◆ Task objective: Go through the data and tally the lines that include "other". The reply is that number alone.

◆ Given records:
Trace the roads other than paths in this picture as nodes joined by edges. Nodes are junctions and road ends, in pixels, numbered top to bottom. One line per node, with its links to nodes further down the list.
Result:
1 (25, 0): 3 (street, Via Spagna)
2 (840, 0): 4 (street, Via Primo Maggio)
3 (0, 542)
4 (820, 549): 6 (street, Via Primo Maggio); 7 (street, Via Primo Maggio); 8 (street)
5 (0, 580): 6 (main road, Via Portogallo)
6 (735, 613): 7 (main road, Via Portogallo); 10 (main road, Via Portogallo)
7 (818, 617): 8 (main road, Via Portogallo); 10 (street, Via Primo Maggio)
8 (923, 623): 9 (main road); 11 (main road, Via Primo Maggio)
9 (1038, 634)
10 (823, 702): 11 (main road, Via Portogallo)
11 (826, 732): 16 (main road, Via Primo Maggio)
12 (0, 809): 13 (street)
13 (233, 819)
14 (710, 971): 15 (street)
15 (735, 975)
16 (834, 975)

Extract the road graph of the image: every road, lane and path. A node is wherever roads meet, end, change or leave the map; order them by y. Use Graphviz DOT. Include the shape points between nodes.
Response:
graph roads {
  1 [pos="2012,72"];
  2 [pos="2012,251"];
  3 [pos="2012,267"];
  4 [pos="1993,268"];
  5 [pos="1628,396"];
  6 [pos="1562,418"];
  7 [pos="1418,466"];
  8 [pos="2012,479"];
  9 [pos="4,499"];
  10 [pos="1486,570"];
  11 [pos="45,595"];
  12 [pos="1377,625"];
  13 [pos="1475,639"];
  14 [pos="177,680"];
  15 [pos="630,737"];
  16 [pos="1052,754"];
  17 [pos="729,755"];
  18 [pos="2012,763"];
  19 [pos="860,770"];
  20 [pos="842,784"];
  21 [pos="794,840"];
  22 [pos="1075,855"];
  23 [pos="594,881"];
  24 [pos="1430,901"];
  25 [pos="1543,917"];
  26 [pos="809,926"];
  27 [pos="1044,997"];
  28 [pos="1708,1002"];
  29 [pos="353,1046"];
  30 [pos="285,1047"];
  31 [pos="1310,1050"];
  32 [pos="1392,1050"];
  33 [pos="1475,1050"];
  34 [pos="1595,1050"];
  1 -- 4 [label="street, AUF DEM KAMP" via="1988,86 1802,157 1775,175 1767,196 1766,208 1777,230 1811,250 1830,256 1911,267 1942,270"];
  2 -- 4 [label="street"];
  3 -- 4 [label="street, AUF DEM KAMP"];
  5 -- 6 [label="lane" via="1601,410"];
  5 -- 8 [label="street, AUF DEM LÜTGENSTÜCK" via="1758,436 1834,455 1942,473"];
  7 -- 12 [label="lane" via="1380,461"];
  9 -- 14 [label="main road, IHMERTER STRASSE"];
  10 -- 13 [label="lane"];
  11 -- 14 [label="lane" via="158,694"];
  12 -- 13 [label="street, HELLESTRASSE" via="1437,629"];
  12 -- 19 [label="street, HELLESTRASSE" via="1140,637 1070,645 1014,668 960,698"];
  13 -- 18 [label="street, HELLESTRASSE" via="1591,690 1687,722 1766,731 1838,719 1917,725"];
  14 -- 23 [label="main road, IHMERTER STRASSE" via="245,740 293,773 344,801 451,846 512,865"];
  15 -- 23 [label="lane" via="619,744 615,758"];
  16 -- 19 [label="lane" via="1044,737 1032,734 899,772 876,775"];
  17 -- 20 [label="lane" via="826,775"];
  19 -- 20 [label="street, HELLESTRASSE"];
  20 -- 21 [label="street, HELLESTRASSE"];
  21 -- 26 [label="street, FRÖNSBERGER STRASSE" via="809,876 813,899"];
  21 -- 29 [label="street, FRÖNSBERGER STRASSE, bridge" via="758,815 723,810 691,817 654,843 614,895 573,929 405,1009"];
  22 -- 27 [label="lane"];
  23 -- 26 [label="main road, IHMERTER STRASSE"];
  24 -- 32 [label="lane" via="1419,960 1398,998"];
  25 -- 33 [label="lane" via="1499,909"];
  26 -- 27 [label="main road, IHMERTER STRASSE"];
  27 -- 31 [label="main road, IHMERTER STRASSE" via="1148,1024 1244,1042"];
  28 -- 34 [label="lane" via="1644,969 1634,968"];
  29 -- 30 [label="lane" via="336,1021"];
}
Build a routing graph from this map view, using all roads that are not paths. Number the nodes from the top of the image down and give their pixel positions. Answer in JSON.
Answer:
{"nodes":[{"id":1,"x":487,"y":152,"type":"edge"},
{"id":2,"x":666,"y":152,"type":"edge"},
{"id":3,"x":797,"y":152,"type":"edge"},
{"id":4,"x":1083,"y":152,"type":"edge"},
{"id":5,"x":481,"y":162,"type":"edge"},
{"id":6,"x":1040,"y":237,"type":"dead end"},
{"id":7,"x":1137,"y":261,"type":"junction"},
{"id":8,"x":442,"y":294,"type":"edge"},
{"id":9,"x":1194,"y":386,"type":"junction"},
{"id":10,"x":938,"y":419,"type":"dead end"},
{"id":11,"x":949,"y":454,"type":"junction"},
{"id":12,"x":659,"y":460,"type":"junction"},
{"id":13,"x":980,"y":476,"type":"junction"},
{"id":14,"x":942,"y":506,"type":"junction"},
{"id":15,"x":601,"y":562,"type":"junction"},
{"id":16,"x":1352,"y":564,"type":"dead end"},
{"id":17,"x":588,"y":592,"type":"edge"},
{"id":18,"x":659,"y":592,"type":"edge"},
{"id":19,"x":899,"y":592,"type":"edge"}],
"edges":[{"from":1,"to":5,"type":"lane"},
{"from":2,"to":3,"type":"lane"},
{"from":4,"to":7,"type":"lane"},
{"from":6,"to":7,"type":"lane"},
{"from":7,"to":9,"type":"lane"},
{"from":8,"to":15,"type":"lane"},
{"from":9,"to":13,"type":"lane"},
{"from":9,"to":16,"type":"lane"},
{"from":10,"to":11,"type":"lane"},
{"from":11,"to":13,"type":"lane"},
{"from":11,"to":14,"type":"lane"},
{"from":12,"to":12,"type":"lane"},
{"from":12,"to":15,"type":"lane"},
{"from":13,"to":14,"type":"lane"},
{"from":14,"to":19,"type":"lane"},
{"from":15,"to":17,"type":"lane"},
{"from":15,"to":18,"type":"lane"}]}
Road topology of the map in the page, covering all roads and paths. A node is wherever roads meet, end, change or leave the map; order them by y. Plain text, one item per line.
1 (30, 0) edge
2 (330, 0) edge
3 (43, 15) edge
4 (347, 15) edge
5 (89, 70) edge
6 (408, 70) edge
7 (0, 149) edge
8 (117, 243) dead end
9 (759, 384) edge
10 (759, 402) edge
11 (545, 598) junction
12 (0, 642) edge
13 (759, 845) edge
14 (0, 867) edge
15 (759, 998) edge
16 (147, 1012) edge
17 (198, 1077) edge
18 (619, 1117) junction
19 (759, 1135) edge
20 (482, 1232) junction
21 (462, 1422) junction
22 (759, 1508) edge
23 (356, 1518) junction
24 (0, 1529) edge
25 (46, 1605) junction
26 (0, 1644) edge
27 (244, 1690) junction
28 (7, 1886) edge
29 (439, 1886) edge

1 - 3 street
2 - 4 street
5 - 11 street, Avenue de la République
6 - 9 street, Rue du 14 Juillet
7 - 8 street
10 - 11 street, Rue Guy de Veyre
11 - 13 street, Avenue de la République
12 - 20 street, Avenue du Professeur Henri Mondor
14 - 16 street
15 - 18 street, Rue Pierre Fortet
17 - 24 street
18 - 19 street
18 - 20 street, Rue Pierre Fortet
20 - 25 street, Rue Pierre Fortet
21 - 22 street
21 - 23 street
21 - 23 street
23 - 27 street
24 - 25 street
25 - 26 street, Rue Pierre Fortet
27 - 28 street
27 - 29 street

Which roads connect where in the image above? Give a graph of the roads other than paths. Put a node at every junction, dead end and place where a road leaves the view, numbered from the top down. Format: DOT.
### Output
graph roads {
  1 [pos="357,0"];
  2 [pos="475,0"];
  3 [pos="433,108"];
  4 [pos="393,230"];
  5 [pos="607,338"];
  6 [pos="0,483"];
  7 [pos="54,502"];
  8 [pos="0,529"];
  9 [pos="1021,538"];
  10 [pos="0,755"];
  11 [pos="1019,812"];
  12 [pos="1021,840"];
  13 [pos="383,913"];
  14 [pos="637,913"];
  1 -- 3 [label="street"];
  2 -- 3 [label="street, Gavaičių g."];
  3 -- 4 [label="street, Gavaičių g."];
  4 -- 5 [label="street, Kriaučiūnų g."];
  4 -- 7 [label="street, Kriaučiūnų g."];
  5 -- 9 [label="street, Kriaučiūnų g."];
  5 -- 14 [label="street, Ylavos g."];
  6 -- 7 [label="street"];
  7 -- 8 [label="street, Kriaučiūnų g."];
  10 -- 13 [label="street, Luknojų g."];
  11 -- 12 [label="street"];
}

◆ Problem solution: 2